It is difficult to articulate the sheer awfulness of DWELLER, but I will try.
The film opens with an outer-space starship battle. The cut-and-paste special effects would look obsolete in a 1980s video game. One vessel is struck by a laser, and plummets to Earth, somewhere in the woods near Ottawa, Washington. An astronomer, Trevor (Jeff Dylan Graham) decides to check it out, much to the chagrin of his boss, Ben (J.H. McBride). (Ben: "If you call me here again, you're fired." He is on a cell phone.)

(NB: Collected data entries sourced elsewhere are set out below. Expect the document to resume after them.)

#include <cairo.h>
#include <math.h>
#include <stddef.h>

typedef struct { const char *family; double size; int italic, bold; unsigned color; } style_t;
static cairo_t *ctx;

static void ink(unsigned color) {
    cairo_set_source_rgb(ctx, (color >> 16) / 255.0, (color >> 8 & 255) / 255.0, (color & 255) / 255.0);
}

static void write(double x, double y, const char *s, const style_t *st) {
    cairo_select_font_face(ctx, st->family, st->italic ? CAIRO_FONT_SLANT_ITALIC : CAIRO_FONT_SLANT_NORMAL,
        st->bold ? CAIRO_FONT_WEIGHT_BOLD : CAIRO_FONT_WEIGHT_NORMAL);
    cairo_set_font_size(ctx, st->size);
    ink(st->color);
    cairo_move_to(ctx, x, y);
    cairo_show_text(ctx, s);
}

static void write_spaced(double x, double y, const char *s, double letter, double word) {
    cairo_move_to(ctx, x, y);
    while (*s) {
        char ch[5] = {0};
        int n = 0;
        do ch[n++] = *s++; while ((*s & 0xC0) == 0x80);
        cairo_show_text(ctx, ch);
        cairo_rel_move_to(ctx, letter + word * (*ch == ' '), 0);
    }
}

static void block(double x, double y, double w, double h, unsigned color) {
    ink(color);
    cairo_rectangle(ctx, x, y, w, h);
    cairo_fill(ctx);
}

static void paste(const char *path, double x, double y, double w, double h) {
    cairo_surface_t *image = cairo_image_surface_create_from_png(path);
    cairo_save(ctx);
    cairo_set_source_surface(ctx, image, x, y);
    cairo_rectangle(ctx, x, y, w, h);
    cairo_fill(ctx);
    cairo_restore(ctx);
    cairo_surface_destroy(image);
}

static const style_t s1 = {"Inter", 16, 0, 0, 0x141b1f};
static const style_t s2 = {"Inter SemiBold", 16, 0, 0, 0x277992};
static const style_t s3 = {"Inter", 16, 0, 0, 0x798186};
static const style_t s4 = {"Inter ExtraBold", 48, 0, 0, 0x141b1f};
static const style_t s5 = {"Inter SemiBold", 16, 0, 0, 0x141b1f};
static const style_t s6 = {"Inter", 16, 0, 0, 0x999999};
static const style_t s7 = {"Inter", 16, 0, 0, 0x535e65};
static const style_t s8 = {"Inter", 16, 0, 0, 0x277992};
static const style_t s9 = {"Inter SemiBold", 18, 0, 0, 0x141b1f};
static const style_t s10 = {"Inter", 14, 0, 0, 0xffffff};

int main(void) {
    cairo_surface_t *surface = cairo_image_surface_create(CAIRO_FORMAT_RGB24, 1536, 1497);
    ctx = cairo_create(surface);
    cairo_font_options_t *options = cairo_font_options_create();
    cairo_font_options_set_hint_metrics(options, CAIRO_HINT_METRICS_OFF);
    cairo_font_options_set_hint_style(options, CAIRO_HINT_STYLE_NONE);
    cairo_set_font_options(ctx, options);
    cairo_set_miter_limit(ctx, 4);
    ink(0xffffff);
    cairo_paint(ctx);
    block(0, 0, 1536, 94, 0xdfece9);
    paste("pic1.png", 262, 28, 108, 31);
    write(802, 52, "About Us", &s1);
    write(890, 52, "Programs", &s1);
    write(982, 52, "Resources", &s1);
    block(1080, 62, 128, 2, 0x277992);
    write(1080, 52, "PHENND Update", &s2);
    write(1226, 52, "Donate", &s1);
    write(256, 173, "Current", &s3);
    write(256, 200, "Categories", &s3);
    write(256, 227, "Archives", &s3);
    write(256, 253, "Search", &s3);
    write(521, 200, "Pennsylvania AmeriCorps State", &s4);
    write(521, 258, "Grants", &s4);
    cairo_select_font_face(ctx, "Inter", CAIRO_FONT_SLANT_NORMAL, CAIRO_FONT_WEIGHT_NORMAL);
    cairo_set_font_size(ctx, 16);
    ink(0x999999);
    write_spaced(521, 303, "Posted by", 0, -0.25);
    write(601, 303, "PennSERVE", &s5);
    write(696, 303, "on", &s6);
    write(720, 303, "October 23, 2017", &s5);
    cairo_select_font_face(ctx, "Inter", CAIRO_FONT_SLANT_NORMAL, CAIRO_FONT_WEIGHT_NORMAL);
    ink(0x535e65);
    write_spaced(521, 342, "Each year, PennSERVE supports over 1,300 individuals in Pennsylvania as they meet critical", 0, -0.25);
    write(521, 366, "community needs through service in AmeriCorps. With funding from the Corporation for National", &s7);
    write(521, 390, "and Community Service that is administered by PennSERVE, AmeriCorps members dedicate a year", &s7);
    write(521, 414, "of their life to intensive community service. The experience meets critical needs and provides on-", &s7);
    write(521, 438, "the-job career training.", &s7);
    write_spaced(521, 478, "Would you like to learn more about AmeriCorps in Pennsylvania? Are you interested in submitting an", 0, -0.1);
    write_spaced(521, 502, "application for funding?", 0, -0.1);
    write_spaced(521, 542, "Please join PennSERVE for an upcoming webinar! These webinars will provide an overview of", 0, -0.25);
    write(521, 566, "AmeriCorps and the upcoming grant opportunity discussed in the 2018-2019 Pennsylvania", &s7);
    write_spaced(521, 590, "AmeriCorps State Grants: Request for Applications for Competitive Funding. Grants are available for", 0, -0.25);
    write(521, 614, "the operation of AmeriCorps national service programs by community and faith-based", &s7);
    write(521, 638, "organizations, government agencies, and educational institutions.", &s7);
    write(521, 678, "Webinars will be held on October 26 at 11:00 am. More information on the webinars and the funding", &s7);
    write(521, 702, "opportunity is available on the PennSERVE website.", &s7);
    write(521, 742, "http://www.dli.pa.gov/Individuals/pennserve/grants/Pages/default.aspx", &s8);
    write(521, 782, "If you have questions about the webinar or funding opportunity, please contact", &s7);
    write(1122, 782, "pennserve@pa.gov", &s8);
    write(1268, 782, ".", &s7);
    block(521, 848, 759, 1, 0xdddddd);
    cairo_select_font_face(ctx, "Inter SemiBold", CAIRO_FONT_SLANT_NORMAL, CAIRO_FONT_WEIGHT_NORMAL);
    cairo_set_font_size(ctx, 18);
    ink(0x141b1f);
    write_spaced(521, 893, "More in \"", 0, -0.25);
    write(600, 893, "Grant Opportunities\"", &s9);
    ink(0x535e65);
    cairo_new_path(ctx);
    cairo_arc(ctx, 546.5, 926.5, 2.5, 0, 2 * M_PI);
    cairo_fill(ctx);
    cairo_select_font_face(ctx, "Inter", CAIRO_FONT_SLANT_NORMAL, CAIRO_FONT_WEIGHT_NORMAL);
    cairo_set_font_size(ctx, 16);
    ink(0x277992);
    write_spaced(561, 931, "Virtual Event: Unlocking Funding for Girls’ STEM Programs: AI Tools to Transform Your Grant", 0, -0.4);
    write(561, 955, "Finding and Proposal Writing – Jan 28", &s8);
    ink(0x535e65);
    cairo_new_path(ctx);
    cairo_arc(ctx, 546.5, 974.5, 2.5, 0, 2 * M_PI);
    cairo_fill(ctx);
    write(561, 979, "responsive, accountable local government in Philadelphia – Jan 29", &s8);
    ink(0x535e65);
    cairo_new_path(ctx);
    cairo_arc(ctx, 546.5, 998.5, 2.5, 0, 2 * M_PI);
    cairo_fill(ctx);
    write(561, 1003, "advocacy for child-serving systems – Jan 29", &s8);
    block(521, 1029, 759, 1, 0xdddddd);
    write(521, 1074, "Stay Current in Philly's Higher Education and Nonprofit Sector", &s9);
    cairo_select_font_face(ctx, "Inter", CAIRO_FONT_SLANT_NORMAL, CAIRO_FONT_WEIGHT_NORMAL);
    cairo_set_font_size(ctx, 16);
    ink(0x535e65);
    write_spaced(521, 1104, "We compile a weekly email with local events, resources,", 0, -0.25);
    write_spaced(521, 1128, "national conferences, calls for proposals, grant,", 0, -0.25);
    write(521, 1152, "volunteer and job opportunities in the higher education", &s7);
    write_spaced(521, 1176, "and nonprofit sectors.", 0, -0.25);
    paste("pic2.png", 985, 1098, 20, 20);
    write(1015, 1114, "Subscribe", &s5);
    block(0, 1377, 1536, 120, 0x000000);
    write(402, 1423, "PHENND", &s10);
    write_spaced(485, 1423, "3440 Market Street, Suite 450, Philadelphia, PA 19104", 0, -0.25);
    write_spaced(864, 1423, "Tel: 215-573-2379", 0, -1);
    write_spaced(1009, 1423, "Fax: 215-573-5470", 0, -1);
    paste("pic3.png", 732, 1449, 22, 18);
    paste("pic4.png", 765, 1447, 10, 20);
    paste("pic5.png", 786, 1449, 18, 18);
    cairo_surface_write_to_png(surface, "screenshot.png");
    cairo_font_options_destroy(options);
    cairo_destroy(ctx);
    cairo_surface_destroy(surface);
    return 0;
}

The alien spacecraft is not easy to track down, but the alien therein has no problems tracking down unsuspecting victims in the woods. Soon, he/she/it claims a hiker and a videographer. The "special" effects in the death scenes are difficult to describe. The actors playing the alien's prey are made to loll around in the leaves while a graphic that vaguely resembles spermatozoa burning through a high-school film strip is superimposed over them. There are few things more horrifying than death by static cling in broad daylight.
Eventually, what passes for a plot is introduced. A trio of bank robbers has just pulled off a $100,000 heist, and they hightail it to the woods. They are not the brightest assortment of ne'er-do-wells, which the actors try in vain to play for laughs. There is much infighting and eye-rolling. Little do they know that death by rejected Weather Channel graphics awaits them, as well. There are even a couple of superfluous black-and-white dream sequences to keep things uninteresting.
It is rare to find that special cinematic turd with no redeemable features, but this dingleberry is hanging around as the second feature on the double-sided, two-disc set known as SLEAZY SLASHERS. It is the "b" side of PSYCHO SCARECROW. 'nuff said.